BEGIN Records shown
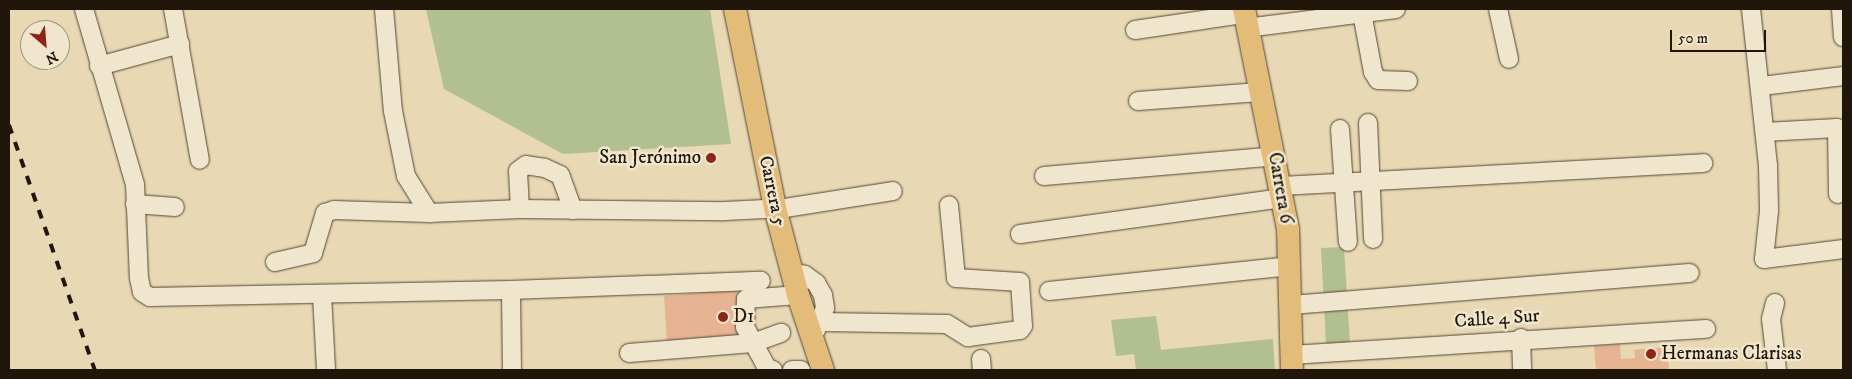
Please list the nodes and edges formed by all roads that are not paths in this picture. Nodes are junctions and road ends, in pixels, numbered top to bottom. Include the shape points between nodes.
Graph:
1 (84, 9) edge
2 (173, 9) edge
3 (384, 9) edge
4 (735, 9) edge
5 (1396, 9) edge
6 (1498, 9) edge
7 (1751, 9) edge
8 (1841, 9) edge
9 (1362, 13) junction
10 (1245, 17) edge
11 (1135, 30) dead end
12 (1843, 36) edge
13 (180, 44) junction
14 (1509, 59) dead end
15 (99, 66) junction
16 (1843, 76) edge
17 (1408, 80) dead end
18 (1762, 86) junction
19 (1260, 92) junction
20 (1138, 102) dead end
21 (1368, 123) dead end
22 (1340, 129) dead end
23 (1765, 132) junction
24 (1275, 156) junction
25 (200, 160) dead end
26 (1703, 163) dead end
27 (1044, 176) dead end
28 (1372, 180) junction
29 (1344, 182) junction
30 (894, 191) dead end
31 (1282, 192) junction
32 (1838, 194) dead end
33 (135, 204) junction
34 (949, 205) dead end
35 (175, 207) dead end
36 (775, 208) junction
37 (520, 209) junction
38 (574, 210) junction
39 (429, 213) junction
40 (1020, 234) dead end
41 (1373, 239) dead end
42 (1348, 242) dead end
43 (1843, 249) edge
44 (275, 262) dead end
45 (1289, 266) junction
46 (792, 272) junction
47 (1690, 273) dead end
48 (761, 281) dead end
49 (511, 290) junction
50 (1049, 292) dead end
51 (322, 295) junction
52 (798, 295) junction
53 (1775, 303) dead end
54 (1291, 305) junction
55 (817, 329) junction
56 (1706, 329) dead end
57 (781, 333) dead end
58 (1521, 338) junction
59 (753, 343) junction
60 (629, 353) dead end
61 (1291, 362) edge
62 (326, 370) edge
63 (512, 370) edge
64 (773, 370) edge
65 (792, 370) edge
66 (801, 370) edge
67 (823, 370) edge
68 (1522, 370) edge
69 (1778, 370) edge

1 - 15 street
2 - 13 street
3 - 39 street via 393,111 406,176
4 - 36 main road, Carrera 5
5 - 9 street
6 - 14 street
7 - 18 street
8 - 12 street
9 - 10 street
9 - 17 street via 1373,72 1378,80
10 - 11 street
10 - 19 main road, Carrera 6
13 - 15 street
13 - 25 street
15 - 33 street via 135,184
16 - 18 street
18 - 23 street
19 - 20 street
19 - 24 main road, Carrera 6
21 - 28 street
22 - 29 street
23 - 32 street via 1837,128
23 - 43 street via 1769,211 1764,259
24 - 27 street
24 - 31 main road, Carrera 6
26 - 28 street
28 - 29 street
28 - 41 street
29 - 31 street via 1310,184
29 - 42 street
30 - 36 street
31 - 40 street
31 - 45 main road, Carrera 6
33 - 35 street
33 - 51 street via 139,278 142,292 150,297
34 - 55 street via 956,278 1020,282 1024,326 1020,330 968,337 946,324
36 - 38 street via 725,211
36 - 46 main road, Carrera 5
37 - 38 street
37 - 38 street via 518,171 526,165 560,175
37 - 39 street
39 - 44 street via 334,210 325,213 313,253
45 - 50 street
45 - 54 main road, Carrera 6
46 - 52 main road, Carrera 5
46 - 55 street via 805,275 816,283 825,308
47 - 54 street
48 - 49 street
49 - 51 street
49 - 63 street
51 - 62 street
52 - 55 main road, Carrera 5
52 - 59 street via 746,299 745,327
53 - 69 street via 1771,319
54 - 61 main road, Carrera 6
55 - 67 main road, Carrera 5
56 - 58 street, Calle 4 Sur
57 - 59 street
58 - 61 street, Calle 4 Sur
58 - 68 street
59 - 60 street
59 - 64 street via 767,368
65 - 66 street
END Records shown
- Exercise requirements:
Throughout the data above, count the lines where the word "road" occurs, and report that figure alone.

- Problem solution:
12